**Exercise details**
Report back every line below that carries the word "roads".

[Collected data]
·····
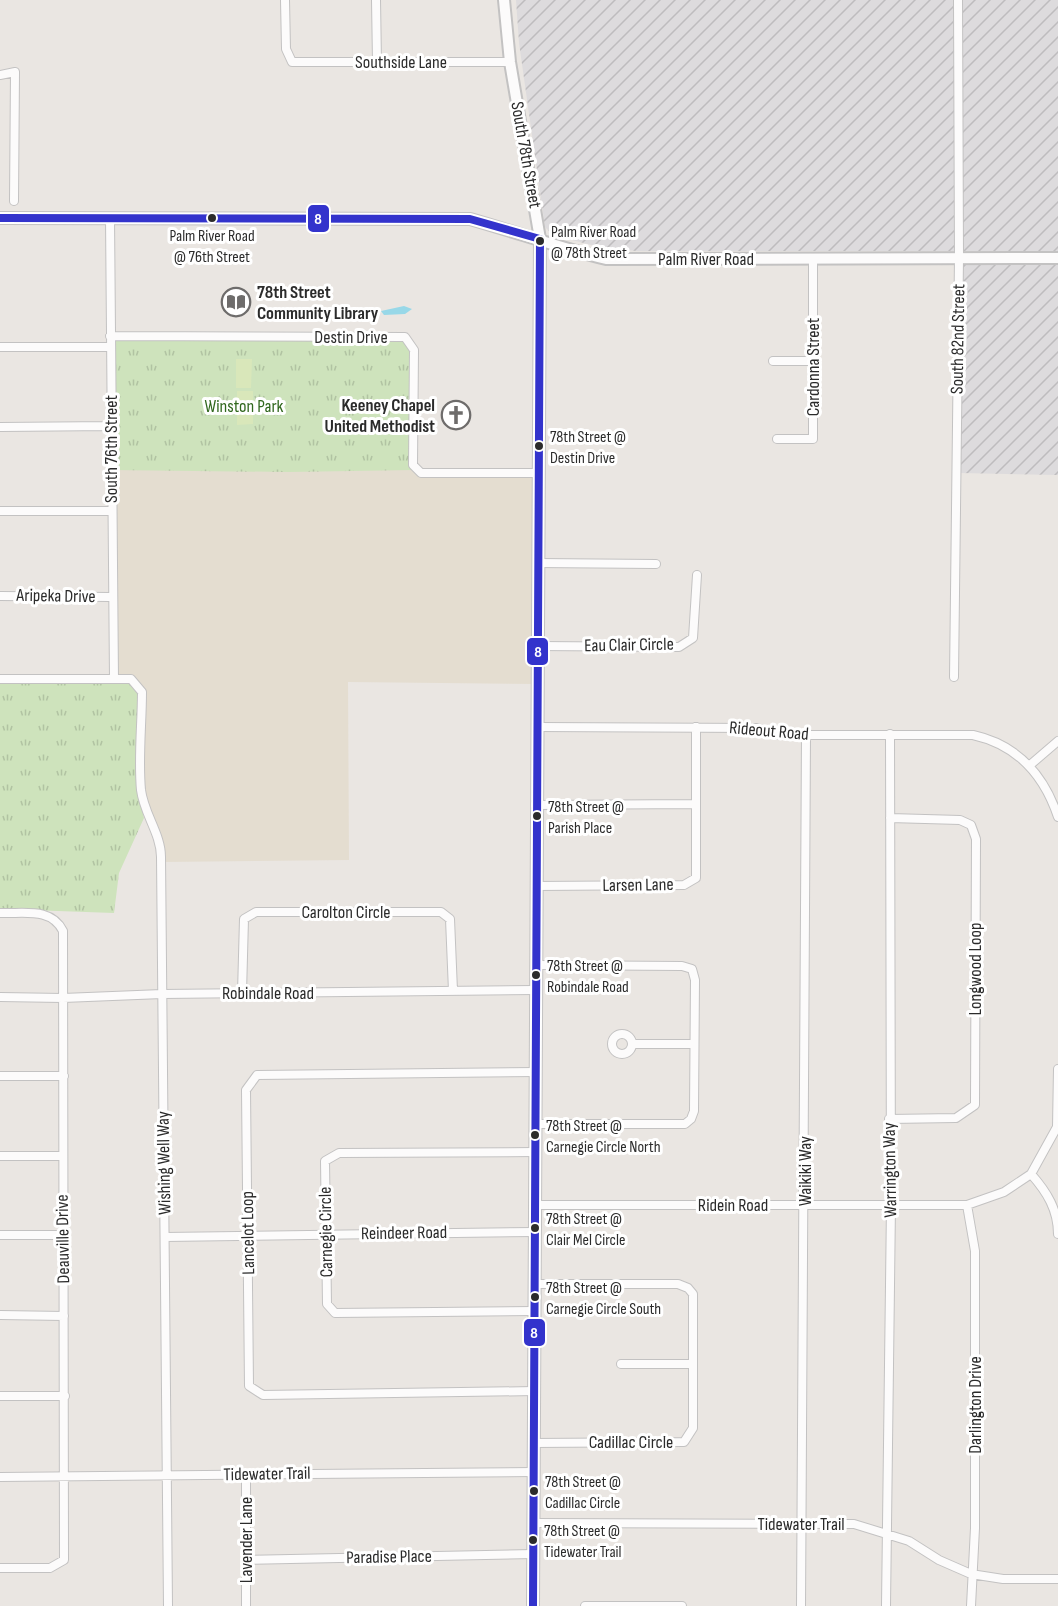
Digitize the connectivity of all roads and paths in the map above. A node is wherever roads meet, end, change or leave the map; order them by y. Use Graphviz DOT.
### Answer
graph roads {
  1 [pos="285,0"];
  2 [pos="376,0"];
  3 [pos="504,0"];
  4 [pos="958,0"];
  5 [pos="377,62"];
  6 [pos="510,62"];
  7 [pos="0,75"];
  8 [pos="14,201"];
  9 [pos="0,218"];
  10 [pos="110,218"];
  11 [pos="540,239"];
  12 [pos="959,258"];
  13 [pos="1058,258"];
  14 [pos="813,259"];
  15 [pos="110,336"];
  16 [pos="0,347"];
  17 [pos="110,347"];
  18 [pos="772,361"];
  19 [pos="813,361"];
  20 [pos="111,426"];
  21 [pos="0,427"];
  22 [pos="777,439"];
  23 [pos="537,472"];
  24 [pos="0,511"];
  25 [pos="111,511"];
  26 [pos="537,563"];
  27 [pos="656,564"];
  28 [pos="697,575"];
  29 [pos="0,596"];
  30 [pos="111,597"];
  31 [pos="537,646"];
  32 [pos="954,677"];
  33 [pos="0,679"];
  34 [pos="114,679"];
  35 [pos="537,727"];
  36 [pos="696,727"];
  37 [pos="890,734"];
  38 [pos="806,735"];
  39 [pos="1058,741"];
  40 [pos="1030,765"];
  41 [pos="696,804"];
  42 [pos="535,805"];
  43 [pos="1058,817"];
  44 [pos="890,818"];
  45 [pos="535,886"];
  46 [pos="0,913"];
  47 [pos="535,965"];
  48 [pos="535,990"];
  49 [pos="453,991"];
  50 [pos="242,993"];
  51 [pos="162,994"];
  52 [pos="0,997"];
  53 [pos="63,998"];
  54 [pos="633,1044"];
  55 [pos="694,1044"];
  56 [pos="1058,1069"];
  57 [pos="536,1072"];
  58 [pos="0,1076"];
  59 [pos="63,1076"];
  60 [pos="889,1119"];
  61 [pos="535,1124"];
  62 [pos="1058,1127"];
  63 [pos="535,1152"];
  64 [pos="0,1156"];
  65 [pos="61,1156"];
  66 [pos="1031,1174"];
  67 [pos="967,1204"];
  68 [pos="535,1205"];
  69 [pos="805,1205"];
  70 [pos="891,1205"];
  71 [pos="535,1232"];
  72 [pos="327,1234"];
  73 [pos="1058,1234"];
  74 [pos="0,1235"];
  75 [pos="62,1235"];
  76 [pos="249,1235"];
  77 [pos="165,1237"];
  78 [pos="534,1284"];
  79 [pos="534,1311"];
  80 [pos="0,1315"];
  81 [pos="64,1316"];
  82 [pos="621,1364"];
  83 [pos="692,1364"];
  84 [pos="534,1391"];
  85 [pos="0,1395"];
  86 [pos="65,1396"];
  87 [pos="533,1443"];
  88 [pos="533,1472"];
  89 [pos="246,1474"];
  90 [pos="167,1476"];
  91 [pos="0,1477"];
  92 [pos="65,1477"];
  93 [pos="533,1523"];
  94 [pos="801,1524"];
  95 [pos="886,1532"];
  96 [pos="533,1554"];
  97 [pos="246,1560"];
  98 [pos="0,1568"];
  99 [pos="971,1574"];
  100 [pos="1058,1579"];
  101 [pos="168,1606"];
  102 [pos="246,1606"];
  103 [pos="533,1606"];
  104 [pos="585,1606"];
  105 [pos="682,1606"];
  106 [pos="801,1606"];
  107 [pos="886,1606"];
  108 [pos="971,1606"];
  1 -- 5 [label="street, Southside Lane"];
  2 -- 5 [label="street"];
  3 -- 6 [label="street, South 78th Street"];
  4 -- 12 [label="street, South 82nd Street"];
  5 -- 6 [label="street, Southside Lane"];
  6 -- 11 [label="street, South 78th Street"];
  7 -- 8 [label="street"];
  9 -- 10 [label="street, Palm River Road"];
  10 -- 11 [label="street, Palm River Road"];
  10 -- 15 [label="street, South 76th Street"];
  11 -- 14 [label="street, Palm River Road"];
  11 -- 23 [label="street, South 78th Street"];
  12 -- 13 [label="street, Palm River Road"];
  12 -- 14 [label="street, Palm River Road"];
  12 -- 32 [label="street, South 82nd Street"];
  14 -- 19 [label="street, Cardonna Street"];
  15 -- 17 [label="street, South 76th Street"];
  15 -- 23 [label="street, Destin Drive"];
  16 -- 17 [label="street"];
  17 -- 20 [label="street, South 76th Street"];
  18 -- 19 [label="street"];
  19 -- 22 [label="street, Cardonna Street"];
  20 -- 21 [label="street"];
  20 -- 25 [label="street, South 76th Street"];
  23 -- 26 [label="street, South 78th Street"];
  24 -- 25 [label="street"];
  25 -- 30 [label="street, South 76th Street"];
  26 -- 27 [label="street"];
  26 -- 31 [label="street, South 78th Street"];
  28 -- 31 [label="street, Eau Clair Circle"];
  29 -- 30 [label="street, Aripeka Drive"];
  30 -- 34 [label="street, South 76th Street"];
  31 -- 35 [label="street, South 78th Street"];
  33 -- 34 [label="street"];
  34 -- 51 [label="street, Wishing Well Way"];
  35 -- 36 [label="street, Rideout Road"];
  35 -- 42 [label="street, South 78th Street"];
  36 -- 38 [label="street, Rideout Road"];
  36 -- 41 [label="street, Larsen Lane"];
  37 -- 38 [label="street, Rideout Road"];
  37 -- 40 [label="street, Rideout Road"];
  37 -- 44 [label="street, Warrington Way"];
  38 -- 69 [label="street, Waikiki Way"];
  39 -- 40 [label="street"];
  40 -- 43 [label="street"];
  41 -- 42 [label="street"];
  41 -- 45 [label="street, Larsen Lane"];
  42 -- 45 [label="street, South 78th Street"];
  44 -- 60 [label="street, Warrington Way"];
  44 -- 60 [label="street, Longwood Loop"];
  45 -- 47 [label="street, South 78th Street"];
  46 -- 53 [label="street, Deauville Drive"];
  47 -- 48 [label="street, South 78th Street"];
  47 -- 55 [label="street"];
  48 -- 49 [label="street, Robindale Road"];
  48 -- 57 [label="street, South 78th Street"];
  49 -- 50 [label="street, Robindale Road"];
  49 -- 50 [label="street, Carolton Circle"];
  50 -- 51 [label="street, Robindale Road"];
  51 -- 53 [label="street, Robindale Road"];
  51 -- 77 [label="street, Wishing Well Way"];
  52 -- 53 [label="street, Robindale Road"];
  53 -- 59 [label="street, Deauville Drive"];
  54 -- 55 [label="street"];
  55 -- 61 [label="street"];
  56 -- 62 [label="street"];
  57 -- 61 [label="street, South 78th Street"];
  57 -- 76 [label="street, Lancelot Loop"];
  58 -- 59 [label="street"];
  59 -- 65 [label="street, Deauville Drive"];
  60 -- 70 [label="street, Warrington Way"];
  61 -- 63 [label="street, South 78th Street"];
  62 -- 66 [label="street"];
  63 -- 68 [label="street, South 78th Street"];
  63 -- 72 [label="street, Carnegie Circle"];
  64 -- 65 [label="street"];
  65 -- 75 [label="street, Deauville Drive"];
  66 -- 67 [label="street, Ridein Road"];
  66 -- 73 [label="street"];
  67 -- 70 [label="street, Ridein Road"];
  67 -- 99 [label="street, Darlington Drive"];
  68 -- 69 [label="street, Ridein Road"];
  68 -- 71 [label="street, South 78th Street"];
  69 -- 70 [label="street, Ridein Road"];
  69 -- 94 [label="street, Waikiki Way"];
  70 -- 95 [label="street, Warrington Way"];
  71 -- 72 [label="street, Reindeer Road"];
  71 -- 78 [label="street, South 78th Street"];
  72 -- 76 [label="street, Reindeer Road"];
  72 -- 79 [label="street, Carnegie Circle"];
  74 -- 75 [label="street"];
  75 -- 81 [label="street, Deauville Drive"];
  76 -- 77 [label="street, Reindeer Road"];
  76 -- 84 [label="street, Lancelot Loop"];
  77 -- 90 [label="street, Wishing Well Way"];
  78 -- 79 [label="street, South 78th Street"];
  78 -- 83 [label="street, Cadillac Circle"];
  79 -- 84 [label="street, South 78th Street"];
  80 -- 81 [label="street"];
  81 -- 86 [label="street, Deauville Drive"];
  82 -- 83 [label="street"];
  83 -- 87 [label="street, Cadillac Circle"];
  84 -- 87 [label="street, South 78th Street"];
  85 -- 86 [label="street"];
  86 -- 92 [label="street, Deauville Drive"];
  87 -- 88 [label="street, South 78th Street"];
  88 -- 89 [label="street, Tidewater Trail"];
  88 -- 93 [label="street, South 78th Street"];
  89 -- 90 [label="street, Tidewater Trail"];
  89 -- 97 [label="street, Lavender Lane"];
  90 -- 92 [label="street, Tidewater Trail"];
  90 -- 101 [label="street, Wishing Well Way"];
  91 -- 92 [label="street, Tidewater Trail"];
  92 -- 98 [label="street, Deauville Drive"];
  93 -- 94 [label="street, Tidewater Trail"];
  93 -- 96 [label="street, South 78th Street"];
  94 -- 95 [label="street, Tidewater Trail"];
  94 -- 106 [label="street, Waikiki Way"];
  95 -- 99 [label="street, Tidewater Trail"];
  95 -- 107 [label="street, Warrington Way"];
  96 -- 97 [label="street, Paradise Place"];
  96 -- 103 [label="street, South 78th Street"];
  97 -- 102 [label="street, Lavender Lane"];
  99 -- 100 [label="street, Tidewater Trail"];
  99 -- 108 [label="street, Darlington Drive"];
  104 -- 105 [label="street"];
}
·····
**Task answer**
Digitize the connectivity of all roads and paths in the map above. A node is wherever roads meet, end, change or leave the map; order them by y. Use Graphviz DOT.
graph roads {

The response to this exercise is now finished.